Well Dave I thought I would try and put my workshop plans together i their entirety, and did. I have multiple layers with outer cladding, inner cladding, frame, flooring, joists, electrics, insulation, roofing, veranda, ETC well you get the gist. Hence it is a big file now. I supoose I should have made seperate files for each of them but then I couldn't combine them. Not often I get a design so big so not had the problem before. Usually as you can probably tell it is small pieces of furniture or gates.


----------



## SketchUp Guru (27 Mar 2007)

Actually, you could make separate files for each part and then import them as components into an overall sort of view. I can understand that with all the stuff you are showing it would make a large file but I'd be willing to bet we could make it much smaller than it is.


----------



## Benchwayze (2 Apr 2007)

Hi Mailee,

I don't know if you are aware, but www.driveragent.com will scan your PC for free and tell you what hardware needs updated drivers. Whether or not you get the drivers from their links to the makers' sites is up to you, as you need to pay an annual sub. However, you will know if any of your drivers are shaky.

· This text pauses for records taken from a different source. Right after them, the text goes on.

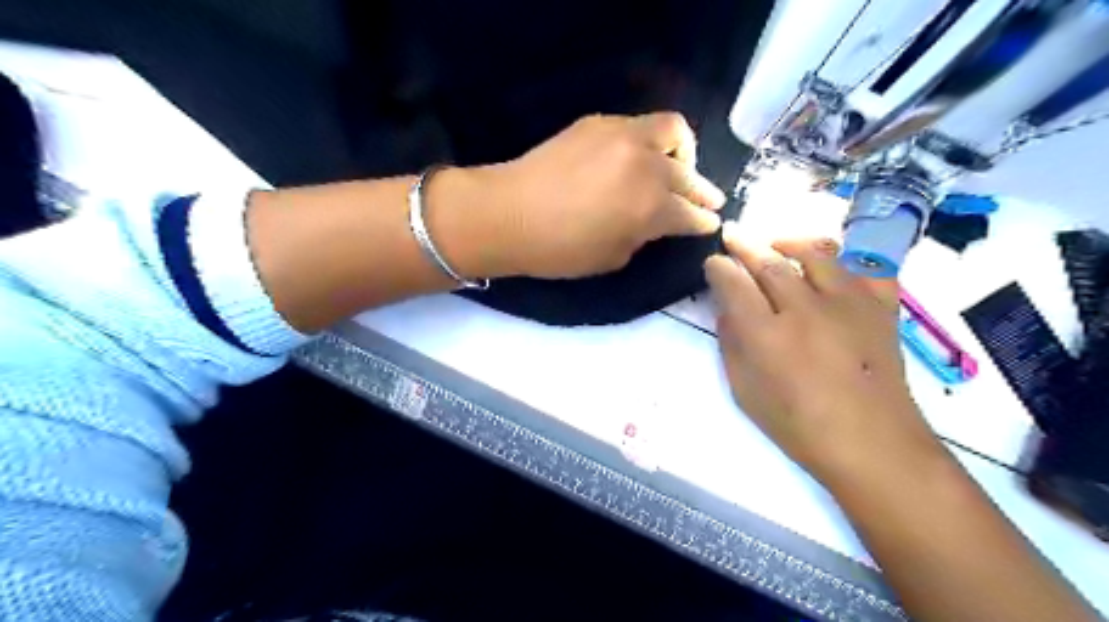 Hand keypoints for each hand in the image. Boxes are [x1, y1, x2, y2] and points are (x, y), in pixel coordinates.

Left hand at [477, 111, 730, 277]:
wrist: (507, 215)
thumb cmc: (558, 250)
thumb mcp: (612, 257)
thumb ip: (642, 236)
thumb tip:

If the chipset drivers for your motherboard need updating for instance, that can cause all kinds of problems.

HTH.
John ccasion5:


----------



## mailee (3 Apr 2007)

Thanks Dave and thanks Benchwayze, I will try both suggestions when I have more time. This week I am fitting doors and next week I have another kitchen fit so I am busy for a while and will not get much time on the computer other than to run off designs. Will of course let you know how it goes when i do. Thanks again for the help. :wink:


----------



## SketchUp Guru (3 Apr 2007)

Well, if you can find someplace to host the 7Mb SKP file so I can download it, I'd be happy to take a look at it. Actually I think my e-mail acct would accept it if you want to send it that way. If you have Skype we might be able to do a file transfer through them.


----------



## Benchwayze (3 Apr 2007)

You're welcome Mailee,
Happy designing.

Me? I plan on the back of an envelope, or in an artists' sketch book. The nearest I get to a 'blue-print' is an olde-worlde technical-drawing, using pencil. rule, T-square and set-square... When I need to see how something really will look. Oh yes, and I do make fullsize drawings for things like chair seat angles! 

Good Luck on the shop-build.

John


----------